After the fact, you learn that the lawsuit was bankrolled by a private investor — someone with no connection to your business or the person suing you. They funded the case to make a profit off the payout. You were never the real target — just a means to someone else’s financial gain.
This disturbing practice is called third-party litigation funding (TPLF). And it’s spreading fast across North Carolina.
The Hidden Cost of “Lawsuit Investing”
TPLF allows hedge funds, private equity firms, and sometimes even foreign investors to finance lawsuits in exchange for a cut of any settlement or court award. These funders aren’t interested in justice and they’re not interested in your business — they’re looking for a quick ROI. Because they’re operating behind the scenes, you may never even know they’re involved. Furthermore, litigation funding can encourage more employment-related lawsuits and class actions — wage/hour, discrimination, ERISA, noncompete, etc.
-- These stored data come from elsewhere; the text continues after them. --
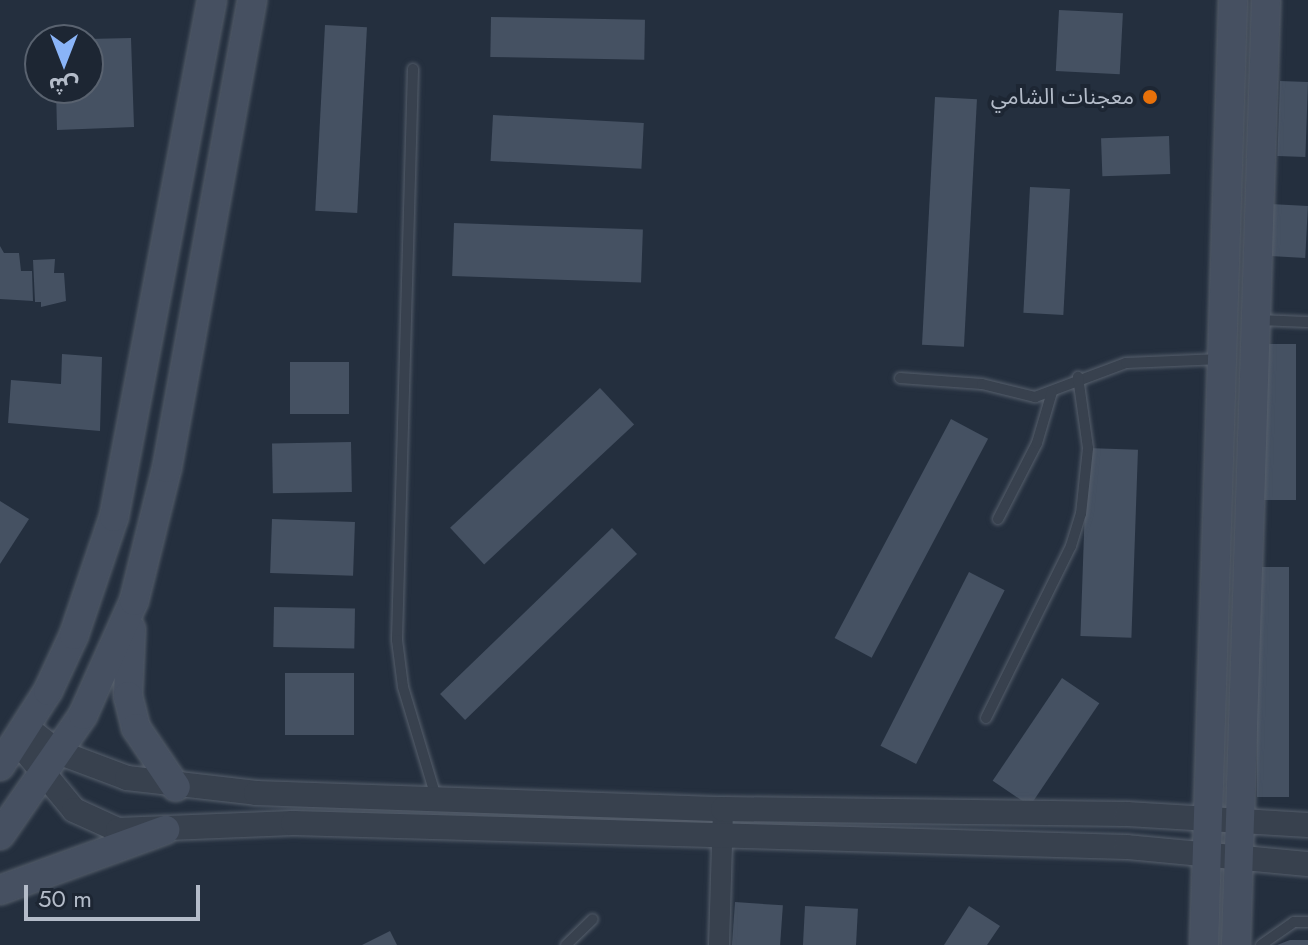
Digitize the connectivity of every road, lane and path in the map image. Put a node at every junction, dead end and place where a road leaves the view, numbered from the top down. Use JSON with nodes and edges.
{"nodes":[{"id":1,"x":212,"y":0,"type":"edge"},
{"id":2,"x":252,"y":0,"type":"edge"},
{"id":3,"x":1233,"y":0,"type":"edge"},
{"id":4,"x":1266,"y":0,"type":"edge"},
{"id":5,"x":413,"y":69,"type":"dead end"},
{"id":6,"x":1257,"y":320,"type":"junction"},
{"id":7,"x":1308,"y":322,"type":"edge"},
{"id":8,"x":1223,"y":359,"type":"junction"},
{"id":9,"x":1078,"y":377,"type":"junction"},
{"id":10,"x":900,"y":378,"type":"dead end"},
{"id":11,"x":1052,"y":392,"type":"junction"},
{"id":12,"x":998,"y":519,"type":"dead end"},
{"id":13,"x":134,"y":601,"type":"junction"},
{"id":14,"x":986,"y":718,"type":"dead end"},
{"id":15,"x":22,"y":735,"type":"junction"},
{"id":16,"x":50,"y":763,"type":"junction"},
{"id":17,"x":0,"y":766,"type":"edge"},
{"id":18,"x":176,"y":787,"type":"junction"},
{"id":19,"x":437,"y":799,"type":"junction"},
{"id":20,"x":723,"y":809,"type":"junction"},
{"id":21,"x":1208,"y":818,"type":"junction"},
{"id":22,"x":1241,"y":821,"type":"junction"},
{"id":23,"x":1308,"y":825,"type":"edge"},
{"id":24,"x":165,"y":830,"type":"junction"},
{"id":25,"x":0,"y":835,"type":"edge"},
{"id":26,"x":722,"y":836,"type":"junction"},
{"id":27,"x":1208,"y":855,"type":"junction"},
{"id":28,"x":1239,"y":859,"type":"junction"},
{"id":29,"x":1308,"y":864,"type":"edge"},
{"id":30,"x":0,"y":890,"type":"edge"},
{"id":31,"x":593,"y":919,"type":"dead end"},
{"id":32,"x":1308,"y":922,"type":"edge"},
{"id":33,"x":566,"y":945,"type":"edge"},
{"id":34,"x":719,"y":945,"type":"edge"},
{"id":35,"x":1204,"y":945,"type":"edge"},
{"id":36,"x":1236,"y":945,"type":"edge"},
{"id":37,"x":1261,"y":945,"type":"edge"}],
"edges":[{"from":1,"to":15,"type":"main road"},
{"from":2,"to":13,"type":"main road"},
{"from":3,"to":8,"type":"main road"},
{"from":4,"to":6,"type":"main road"},
{"from":5,"to":19,"type":"lane"},
{"from":6,"to":7,"type":"lane"},
{"from":6,"to":22,"type":"main road"},
{"from":8,"to":9,"type":"lane"},
{"from":8,"to":21,"type":"main road"},
{"from":9,"to":11,"type":"lane"},
{"from":9,"to":14,"type":"lane"},
{"from":10,"to":11,"type":"lane"},
{"from":11,"to":12,"type":"lane"},
{"from":13,"to":16,"type":"main road"},
{"from":13,"to":18,"type":"main road"},
{"from":15,"to":16,"type":"street"},
{"from":15,"to":17,"type":"main road"},
{"from":16,"to":18,"type":"street"},
{"from":16,"to":24,"type":"street"},
{"from":16,"to":25,"type":"main road"},
{"from":18,"to":19,"type":"street"},
{"from":18,"to":24,"type":"street"},
{"from":19,"to":20,"type":"street"},
{"from":20,"to":21,"type":"street"},
{"from":20,"to":26,"type":"street"},
{"from":21,"to":22,"type":"street"},
{"from":21,"to":27,"type":"main road"},
{"from":22,"to":23,"type":"street"},
{"from":22,"to":28,"type":"main road"},
{"from":24,"to":26,"type":"street"},
{"from":24,"to":30,"type":"main road"},
{"from":26,"to":27,"type":"street"},
{"from":26,"to":34,"type":"street"},
{"from":27,"to":28,"type":"street"},
{"from":27,"to":35,"type":"main road"},
{"from":28,"to":29,"type":"street"},
{"from":28,"to":36,"type":"main road"},
{"from":31,"to":33,"type":"lane"},
{"from":32,"to":37,"type":"lane"}]}
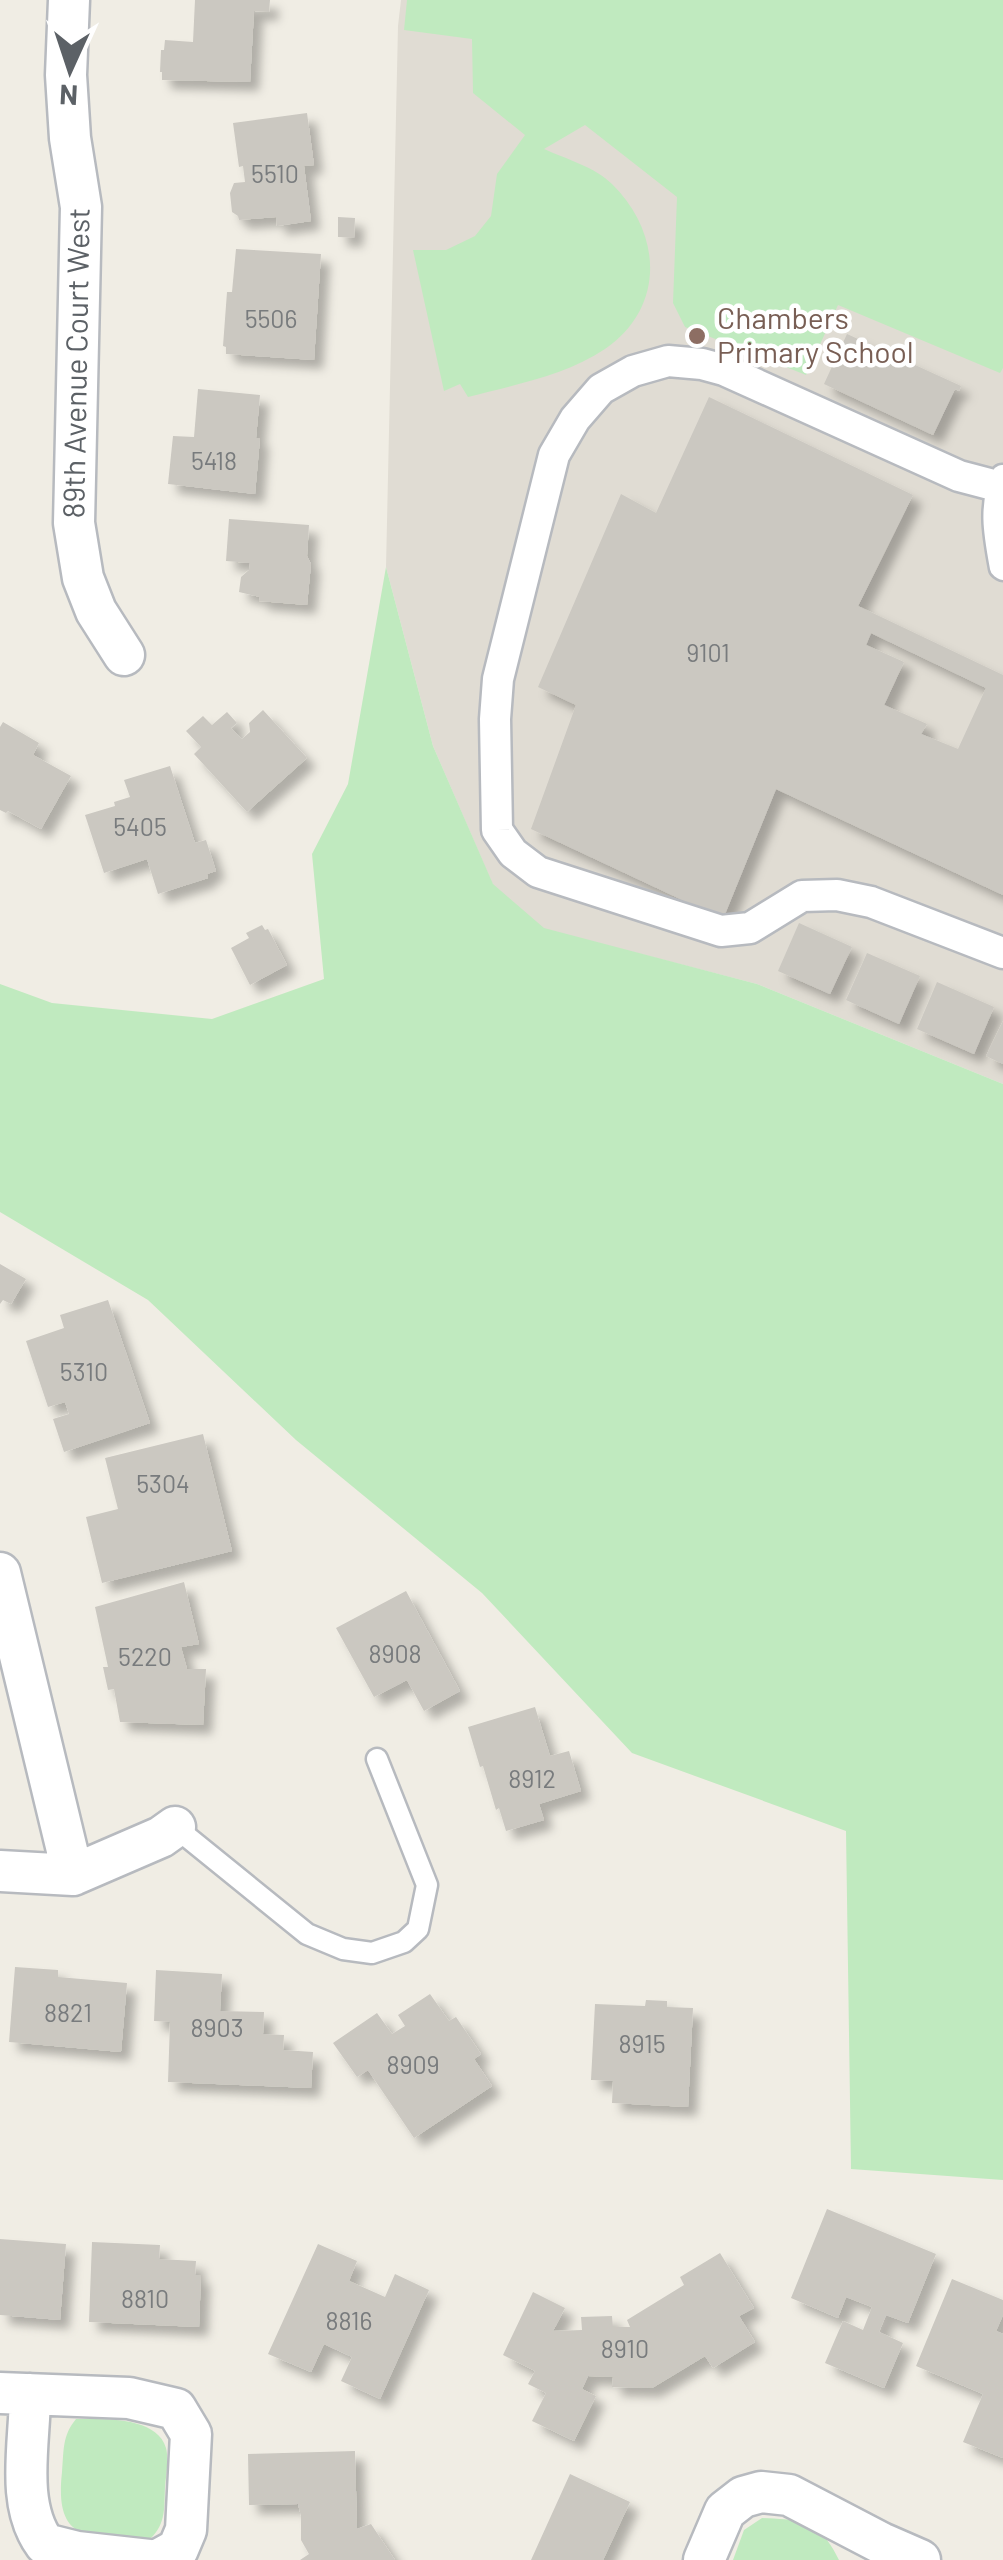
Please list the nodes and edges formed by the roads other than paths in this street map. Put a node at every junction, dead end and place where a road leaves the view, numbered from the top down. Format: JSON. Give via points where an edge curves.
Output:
{"nodes":[{"id":1,"x":70,"y":0,"type":"edge"},
{"id":2,"x":1001,"y":482,"type":"edge"},
{"id":3,"x":1003,"y":570,"type":"edge"},
{"id":4,"x":124,"y":655,"type":"dead end"},
{"id":5,"x":1003,"y":953,"type":"edge"},
{"id":6,"x":0,"y":1573,"type":"edge"},
{"id":7,"x":377,"y":1759,"type":"dead end"},
{"id":8,"x":175,"y":1827,"type":"joint"},
{"id":9,"x":0,"y":1871,"type":"edge"},
{"id":10,"x":73,"y":1874,"type":"junction"},
{"id":11,"x":15,"y":2394,"type":"edge"},
{"id":12,"x":878,"y":2552,"type":"edge"},
{"id":13,"x":150,"y":2560,"type":"edge"},
{"id":14,"x":158,"y":2560,"type":"edge"},
{"id":15,"x":704,"y":2560,"type":"edge"},
{"id":16,"x":920,"y":2560,"type":"edge"}],
"edges":[{"from":1,"to":4,"type":"street","name":"89th Avenue Court West","via":[[66,75],[81,207],[74,523],[83,578]]},
{"from":2,"to":3,"type":"lane","via":[[992,520]]},
{"from":2,"to":5,"type":"street","via":[[959,476],[724,370],[668,361],[634,371],[601,389],[554,455],[494,719],[497,830],[512,853],[538,872],[721,930],[750,928],[802,896],[836,895]]},
{"from":6,"to":10,"type":"street"},
{"from":7,"to":8,"type":"lane","via":[[427,1884],[418,1929],[404,1942],[372,1953],[308,1934]]},
{"from":8,"to":10,"type":"street"},
{"from":9,"to":10,"type":"street"},
{"from":11,"to":13,"type":"street","via":[[26,2497],[44,2544]]},
{"from":11,"to":14,"type":"street","via":[[129,2398],[176,2409],[192,2434],[186,2530],[178,2548]]},
{"from":12,"to":15,"type":"street","via":[[789,2496],[760,2492],[725,2511]]},
{"from":12,"to":16,"type":"street"}]}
This practice has serious consequences for North Carolina’s employers and can cripple or destroy small businesses. Even when companies are confident in their legal position, they often settle to avoid the skyrocketing costs of going to trial. For small businesses, that can mean hiring freezes, layoffs, delayed growth — or closing their doors for good.
And the costs don’t stop with business owners. When legal expenses rise, so do prices for customers. Insurance premiums go up. Wages stagnate. Innovation slows. A study by the U.S. Chamber of Commerce’s Institute for Legal Reform estimates that the average tort burden per household was $2,624 per household annually — a hidden ‘tort tax’ that businesses pass on to consumers.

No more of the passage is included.